┌─ AVAILABLE DATA

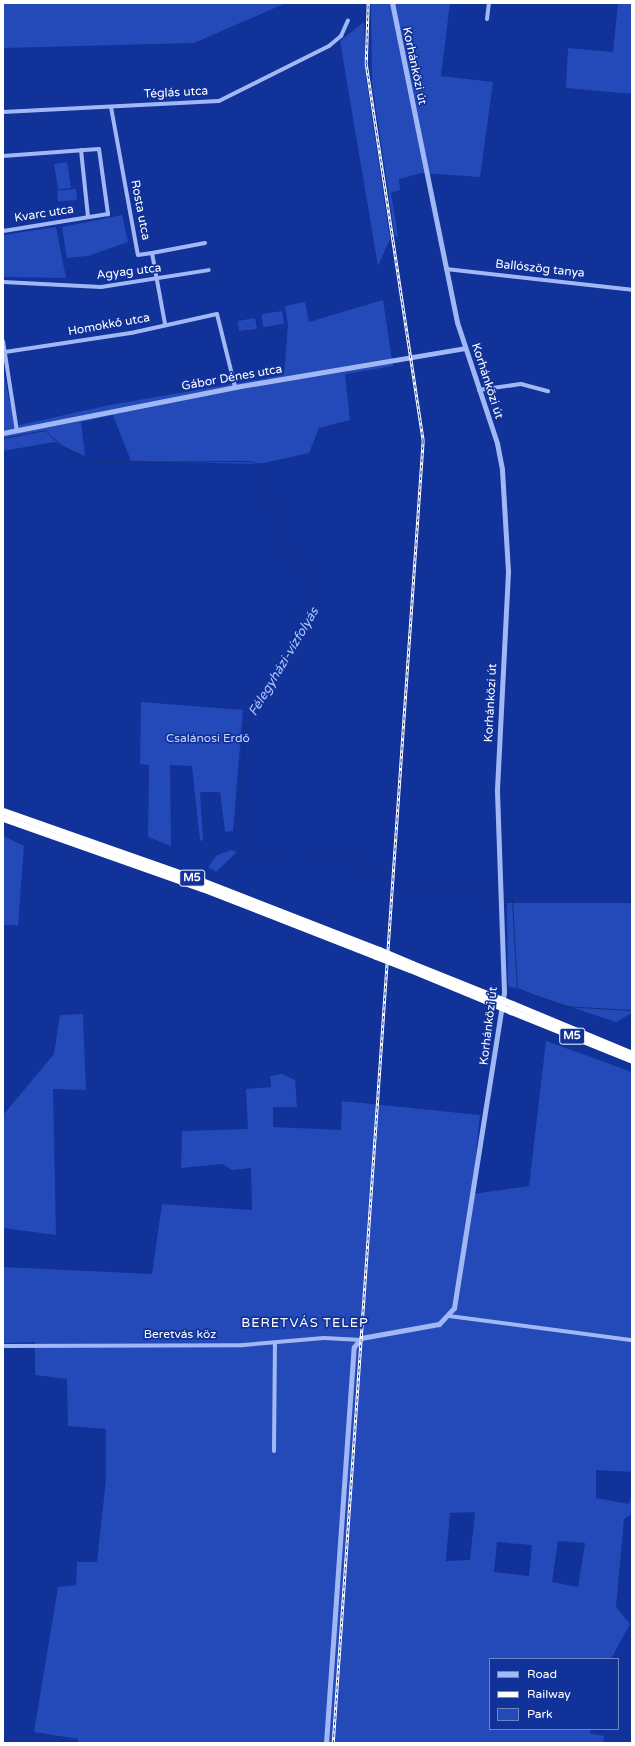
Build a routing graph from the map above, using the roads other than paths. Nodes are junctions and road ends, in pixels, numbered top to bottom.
1 (392, 3) edge
2 (489, 3) edge
3 (487, 19) dead end
4 (348, 20) dead end
5 (111, 107) junction
6 (3, 112) edge
7 (81, 150) junction
8 (3, 156) edge
9 (88, 217) junction
10 (3, 231) edge
11 (206, 243) dead end
12 (152, 253) junction
13 (446, 269) junction
14 (209, 270) dead end
15 (156, 280) junction
16 (3, 282) edge
17 (632, 290) edge
18 (165, 324) junction
19 (3, 341) edge
20 (465, 348) junction
21 (5, 352) junction
22 (235, 387) junction
23 (479, 390) junction
24 (548, 391) dead end
25 (17, 431) junction
26 (3, 434) edge
27 (3, 811) edge
28 (3, 818) edge
29 (378, 953) junction
30 (512, 1008) junction
31 (632, 1054) edge
32 (632, 1060) edge
33 (450, 1316) junction
34 (357, 1340) junction
35 (632, 1340) edge
36 (275, 1343) junction
37 (3, 1346) edge
38 (274, 1451) dead end
39 (326, 1743) edge

1 - 13 street, Korhánközi út
2 - 3 street
4 - 5 street, Téglás utca
5 - 6 street, Téglás utca
5 - 12 street, Rosta utca
7 - 8 street
7 - 9 street, Kvarc utca
7 - 9 street, Kvarc utca
9 - 10 street, Kvarc utca
11 - 12 street
12 - 15 street, Rosta utca
13 - 17 street, Ballószög tanya
13 - 20 street, Korhánközi út
14 - 15 street, Agyag utca
15 - 16 street, Agyag utca
15 - 18 street, Rosta utca
18 - 21 street, Homokkő utca
18 - 22 street, Homokkő utca
19 - 21 street
20 - 22 street, Gábor Dénes utca
20 - 23 street, Korhánközi út
21 - 25 street
22 - 25 street, Gábor Dénes utca
23 - 24 street
23 - 33 street, Korhánközi út
25 - 26 street, Gábor Dénes utca
27 - 29 highway, M5
28 - 29 highway, M5
29 - 30 highway, M5, bridge
30 - 31 highway, M5
30 - 32 highway, M5
33 - 34 street
33 - 35 street
34 - 36 street, Beretvás köz
34 - 39 street
36 - 37 street, Beretvás köz
36 - 38 street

└─

#### EXERCISE REQUIREMENTS
All lines in the preceding records that hold the word "Gábor" need to be copied.

#### TASK RESPONSE
20 - 22 street, Gábor Dénes utca
22 - 25 street, Gábor Dénes utca
25 - 26 street, Gábor Dénes utca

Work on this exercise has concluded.